Lorenz on Leadership -- The solid foundation

  • Published
  • By Gen. Stephen R. Lorenz
  • Commander, Air Education and Training Command
Our Air Force has more than 175,000 civilian employees spread across the globe. In fact, they make up more than 25 percent of our authorized Total Force end strength.

The civilian force fills an ever-increasing role in daily mission accomplishment, especially as we've experienced personnel reductions over the past 20 years and, many would argue, no decrease in operational requirements. In reality, we are busier than ever ... and our civilian workforce makes it all possible.

Each of you know many civilian employees. They are the glue that holds our Air Force together and the stability that our organizations rely on. Through the years, I've been fortunate enough to depend on the counsel and wisdom of hundreds of civilians. Time won't permit me to reflect upon all of them, but let me highlight three senior service civilians that made a positive difference in my life.

The first one I'll tell you about is Art Sarris. I first met Mr. Sarris when I was a captain stationed at Wright-Patterson Air Force Base, Ohio. A veteran of the Army Air Corps during World War II, Mr. Sarris began his civil service career in 1946 and worked his way through the logistics ranks until he became the senior civilian employee in Air Force Logistics Command in 1974.

Despite his significant responsibilities, Mr. Sarris took time to mentor me. He explained current issues and challenges, and helped me see them through his eyes. Not only did I have an immediate respect for his tenured wisdom, but understanding his senior perspective early in my career proved invaluable throughout mine.
Mr. Sarris also helped me gain a newfound appreciation for the thousands of civilians working at the Air Logistics Centers across the country. After all, their efforts directly enabled the daily combat capability of our force then, just as they continue to do today.

I met many more amazing civilians during the next 30 years, but the next I'd like to talk about is Roger Blanchard. When I met him, he was the Assistant Deputy Chief of Staff for Personnel at the Pentagon. Roger started his civil service as an intern at Kelly Air Force Base in 1973 and diligently worked his way through the personnel ranks. When our paths crossed, I was the Director of the Air Force Budget and marveled at how many sought his counsel, including service secretaries and chiefs of staff.

You see, Roger had no personal agenda and his advice always reflected deep thought. He worked problems, not personalities. Not surprisingly, Roger was a quiet person. As a result, whenever he spoke, people turned their heads to listen. They knew they were about to hear something thoughtful, relevant and valuable. Through him, my respect for those personnelists throughout our force increased each and every day. After all, it's their expertise (in an often thankless field) that supports our greatest resource, all of us.

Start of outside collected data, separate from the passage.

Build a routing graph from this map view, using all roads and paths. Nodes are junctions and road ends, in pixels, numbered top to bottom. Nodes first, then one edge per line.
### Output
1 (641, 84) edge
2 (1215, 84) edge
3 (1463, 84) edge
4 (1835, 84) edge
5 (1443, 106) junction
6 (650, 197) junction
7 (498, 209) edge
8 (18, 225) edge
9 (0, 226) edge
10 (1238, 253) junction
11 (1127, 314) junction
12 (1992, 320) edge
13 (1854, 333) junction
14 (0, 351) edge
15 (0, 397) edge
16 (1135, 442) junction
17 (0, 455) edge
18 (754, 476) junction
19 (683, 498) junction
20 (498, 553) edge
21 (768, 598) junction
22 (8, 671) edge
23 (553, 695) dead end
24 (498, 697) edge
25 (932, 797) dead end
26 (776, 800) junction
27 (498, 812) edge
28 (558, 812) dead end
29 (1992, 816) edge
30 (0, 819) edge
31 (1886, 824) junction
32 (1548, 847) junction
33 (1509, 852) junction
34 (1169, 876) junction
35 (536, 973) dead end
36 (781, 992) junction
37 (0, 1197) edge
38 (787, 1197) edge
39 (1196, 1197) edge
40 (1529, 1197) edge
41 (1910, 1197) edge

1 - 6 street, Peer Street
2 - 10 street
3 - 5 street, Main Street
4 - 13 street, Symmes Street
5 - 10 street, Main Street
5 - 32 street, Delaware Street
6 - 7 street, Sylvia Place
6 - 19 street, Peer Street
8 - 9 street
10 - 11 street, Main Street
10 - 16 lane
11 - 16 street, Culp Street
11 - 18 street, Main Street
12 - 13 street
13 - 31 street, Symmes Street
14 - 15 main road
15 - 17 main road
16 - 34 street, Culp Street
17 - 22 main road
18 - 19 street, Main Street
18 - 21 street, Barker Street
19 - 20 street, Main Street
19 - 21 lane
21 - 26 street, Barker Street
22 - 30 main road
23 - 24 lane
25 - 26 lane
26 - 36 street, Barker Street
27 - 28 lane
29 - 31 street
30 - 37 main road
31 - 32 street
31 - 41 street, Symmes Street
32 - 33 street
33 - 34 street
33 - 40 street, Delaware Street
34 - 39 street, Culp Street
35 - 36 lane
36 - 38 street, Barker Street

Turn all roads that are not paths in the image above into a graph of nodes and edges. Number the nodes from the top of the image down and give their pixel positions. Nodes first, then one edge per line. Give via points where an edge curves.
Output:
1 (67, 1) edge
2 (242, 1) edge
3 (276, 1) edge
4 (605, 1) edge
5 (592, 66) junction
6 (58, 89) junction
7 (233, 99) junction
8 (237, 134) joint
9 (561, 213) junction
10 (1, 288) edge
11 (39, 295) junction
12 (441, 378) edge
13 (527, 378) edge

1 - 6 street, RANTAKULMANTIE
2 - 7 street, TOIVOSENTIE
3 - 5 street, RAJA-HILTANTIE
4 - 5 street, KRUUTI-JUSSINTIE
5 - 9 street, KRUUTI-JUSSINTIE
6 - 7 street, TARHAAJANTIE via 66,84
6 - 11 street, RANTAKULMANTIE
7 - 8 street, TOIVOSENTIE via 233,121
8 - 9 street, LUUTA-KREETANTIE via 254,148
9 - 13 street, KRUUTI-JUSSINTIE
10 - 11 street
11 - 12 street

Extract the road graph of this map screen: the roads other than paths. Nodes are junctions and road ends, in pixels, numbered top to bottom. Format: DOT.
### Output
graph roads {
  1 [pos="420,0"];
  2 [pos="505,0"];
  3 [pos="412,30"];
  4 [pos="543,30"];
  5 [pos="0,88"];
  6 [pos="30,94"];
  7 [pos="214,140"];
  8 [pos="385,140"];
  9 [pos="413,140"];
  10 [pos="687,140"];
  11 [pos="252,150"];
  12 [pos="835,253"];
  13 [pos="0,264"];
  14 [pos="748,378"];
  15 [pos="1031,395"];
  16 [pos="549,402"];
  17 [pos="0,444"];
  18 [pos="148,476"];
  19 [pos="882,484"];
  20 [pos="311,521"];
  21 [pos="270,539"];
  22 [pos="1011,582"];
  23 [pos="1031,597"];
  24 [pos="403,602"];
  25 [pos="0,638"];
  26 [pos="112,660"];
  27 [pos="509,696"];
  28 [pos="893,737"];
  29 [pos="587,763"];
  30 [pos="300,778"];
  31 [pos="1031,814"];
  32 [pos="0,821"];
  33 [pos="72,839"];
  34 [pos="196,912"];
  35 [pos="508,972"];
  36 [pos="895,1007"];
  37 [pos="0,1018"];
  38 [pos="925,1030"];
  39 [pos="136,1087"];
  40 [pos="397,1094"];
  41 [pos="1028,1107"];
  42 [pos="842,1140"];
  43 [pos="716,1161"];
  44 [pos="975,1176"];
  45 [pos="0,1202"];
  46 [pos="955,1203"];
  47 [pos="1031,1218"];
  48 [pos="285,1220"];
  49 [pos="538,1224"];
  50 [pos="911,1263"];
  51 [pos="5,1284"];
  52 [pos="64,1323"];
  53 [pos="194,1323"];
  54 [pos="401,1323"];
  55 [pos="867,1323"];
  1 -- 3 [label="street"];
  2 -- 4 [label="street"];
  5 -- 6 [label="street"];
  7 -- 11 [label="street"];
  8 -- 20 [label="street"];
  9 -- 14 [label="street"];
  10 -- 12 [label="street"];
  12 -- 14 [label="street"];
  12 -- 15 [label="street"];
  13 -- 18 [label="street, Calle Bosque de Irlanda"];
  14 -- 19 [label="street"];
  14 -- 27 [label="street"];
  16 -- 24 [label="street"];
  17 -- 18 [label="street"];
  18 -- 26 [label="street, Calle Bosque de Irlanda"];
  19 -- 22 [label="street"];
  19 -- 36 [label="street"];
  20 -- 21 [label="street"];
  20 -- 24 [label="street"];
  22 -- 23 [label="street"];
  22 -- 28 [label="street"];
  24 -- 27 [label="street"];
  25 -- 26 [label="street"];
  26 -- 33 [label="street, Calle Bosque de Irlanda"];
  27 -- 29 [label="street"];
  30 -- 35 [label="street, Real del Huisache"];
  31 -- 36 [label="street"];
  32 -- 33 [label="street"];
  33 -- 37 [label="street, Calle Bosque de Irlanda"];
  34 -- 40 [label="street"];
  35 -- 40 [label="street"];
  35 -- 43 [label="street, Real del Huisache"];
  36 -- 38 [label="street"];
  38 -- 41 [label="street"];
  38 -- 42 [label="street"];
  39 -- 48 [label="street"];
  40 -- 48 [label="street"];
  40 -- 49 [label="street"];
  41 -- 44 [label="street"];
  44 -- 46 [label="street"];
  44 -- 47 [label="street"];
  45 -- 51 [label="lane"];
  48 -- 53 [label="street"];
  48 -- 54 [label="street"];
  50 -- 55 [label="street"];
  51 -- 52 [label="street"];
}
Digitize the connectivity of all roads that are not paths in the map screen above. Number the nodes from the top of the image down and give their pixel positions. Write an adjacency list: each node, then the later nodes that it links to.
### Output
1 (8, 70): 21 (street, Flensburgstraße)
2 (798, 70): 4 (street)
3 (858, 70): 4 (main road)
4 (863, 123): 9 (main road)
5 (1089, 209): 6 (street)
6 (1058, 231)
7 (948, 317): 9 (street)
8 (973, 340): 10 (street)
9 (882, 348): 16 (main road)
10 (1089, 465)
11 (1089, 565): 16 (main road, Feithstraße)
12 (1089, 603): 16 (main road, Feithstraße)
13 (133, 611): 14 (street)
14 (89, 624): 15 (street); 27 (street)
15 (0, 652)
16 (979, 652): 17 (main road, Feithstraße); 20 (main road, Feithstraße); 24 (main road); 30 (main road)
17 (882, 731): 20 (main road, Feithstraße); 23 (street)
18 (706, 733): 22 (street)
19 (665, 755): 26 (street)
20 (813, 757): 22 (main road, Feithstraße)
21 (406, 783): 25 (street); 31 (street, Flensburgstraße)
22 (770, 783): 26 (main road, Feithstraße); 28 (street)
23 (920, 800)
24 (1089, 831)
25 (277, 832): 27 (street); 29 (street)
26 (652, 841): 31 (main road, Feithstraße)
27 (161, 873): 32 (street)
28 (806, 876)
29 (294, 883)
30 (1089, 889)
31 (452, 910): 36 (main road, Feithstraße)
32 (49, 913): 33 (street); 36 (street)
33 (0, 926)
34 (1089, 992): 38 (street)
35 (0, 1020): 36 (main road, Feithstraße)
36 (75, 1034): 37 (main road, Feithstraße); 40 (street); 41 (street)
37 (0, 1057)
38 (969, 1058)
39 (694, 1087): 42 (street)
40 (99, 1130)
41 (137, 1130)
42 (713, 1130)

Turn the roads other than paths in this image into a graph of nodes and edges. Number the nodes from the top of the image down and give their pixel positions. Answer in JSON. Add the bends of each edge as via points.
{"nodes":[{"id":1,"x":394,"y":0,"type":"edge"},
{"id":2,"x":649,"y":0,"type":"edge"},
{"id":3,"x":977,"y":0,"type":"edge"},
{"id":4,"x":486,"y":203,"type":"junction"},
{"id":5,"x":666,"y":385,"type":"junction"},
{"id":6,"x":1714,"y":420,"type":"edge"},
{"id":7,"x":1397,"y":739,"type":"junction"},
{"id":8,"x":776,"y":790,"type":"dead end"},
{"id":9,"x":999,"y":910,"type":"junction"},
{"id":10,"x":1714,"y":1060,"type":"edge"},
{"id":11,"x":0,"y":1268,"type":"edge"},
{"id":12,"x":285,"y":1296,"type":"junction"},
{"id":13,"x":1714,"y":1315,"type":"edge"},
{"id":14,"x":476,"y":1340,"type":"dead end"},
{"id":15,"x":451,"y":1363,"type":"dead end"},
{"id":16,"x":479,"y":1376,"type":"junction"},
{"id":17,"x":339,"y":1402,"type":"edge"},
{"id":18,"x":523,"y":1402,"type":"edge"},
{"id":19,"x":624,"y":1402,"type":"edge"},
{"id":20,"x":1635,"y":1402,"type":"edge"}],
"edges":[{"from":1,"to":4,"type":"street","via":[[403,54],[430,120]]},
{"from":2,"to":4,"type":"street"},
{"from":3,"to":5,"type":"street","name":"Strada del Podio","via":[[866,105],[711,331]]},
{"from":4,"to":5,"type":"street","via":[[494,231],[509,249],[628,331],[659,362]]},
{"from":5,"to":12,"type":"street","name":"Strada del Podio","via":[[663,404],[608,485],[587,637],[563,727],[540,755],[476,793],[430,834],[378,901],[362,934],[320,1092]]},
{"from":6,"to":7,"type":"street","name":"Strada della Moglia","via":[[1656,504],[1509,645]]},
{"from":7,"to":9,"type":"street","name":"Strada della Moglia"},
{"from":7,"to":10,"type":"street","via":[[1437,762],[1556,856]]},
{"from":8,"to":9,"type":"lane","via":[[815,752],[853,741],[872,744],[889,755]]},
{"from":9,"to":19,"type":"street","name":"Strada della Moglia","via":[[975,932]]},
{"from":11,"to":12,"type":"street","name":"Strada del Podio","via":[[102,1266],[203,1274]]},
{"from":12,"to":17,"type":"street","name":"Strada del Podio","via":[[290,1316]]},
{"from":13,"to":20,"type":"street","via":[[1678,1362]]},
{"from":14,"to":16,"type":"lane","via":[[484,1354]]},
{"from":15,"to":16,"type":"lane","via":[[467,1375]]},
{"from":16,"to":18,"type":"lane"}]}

The last civilian I'll highlight is Bob Stuart. Bob was my Deputy Director of the Air Force Budget during my most recent time at the Pentagon. When I got to the job, I was in need of some help. My Air Force experience up to that point focused mainly on aircraft operations, not the budget process. I was Bob's fourth director he had worked for as a deputy. He had worked in finance at the Pentagon for more than 30 years and he provided the stability that the organization relied on each and every day.

Bob was always thinking ahead. In fact, it was his vast knowledge that helped guide the budget office. I've often thought that Bob's influence far exceeded what it would have been had he been the boss. In the end, Bob did as the others had done. He left me with a great respect for all those financial managers and an appreciation for their daily impact on the Air Force mission.

These three civilians are examples of the thousands who make up our Air Force team today. They are invaluable experts whose hard work and good, honest feedback help us all learn and improve. Although the advice may not always be something we want to hear, such counsel is what everyone should expect.
After all, in most cases our civilian force has probably seen the pitfalls and potential second and third order consequences of our "well-intentioned" decisions before. Such vision only helps all of us make better informed decisions for our organizations.

We can't be the finest Air Force in the world without our civil servants. They are the foundation that we rely on each and every day to do our jobs. Take time to appreciate their impact and thank them for making such a positive difference for our Air Force team.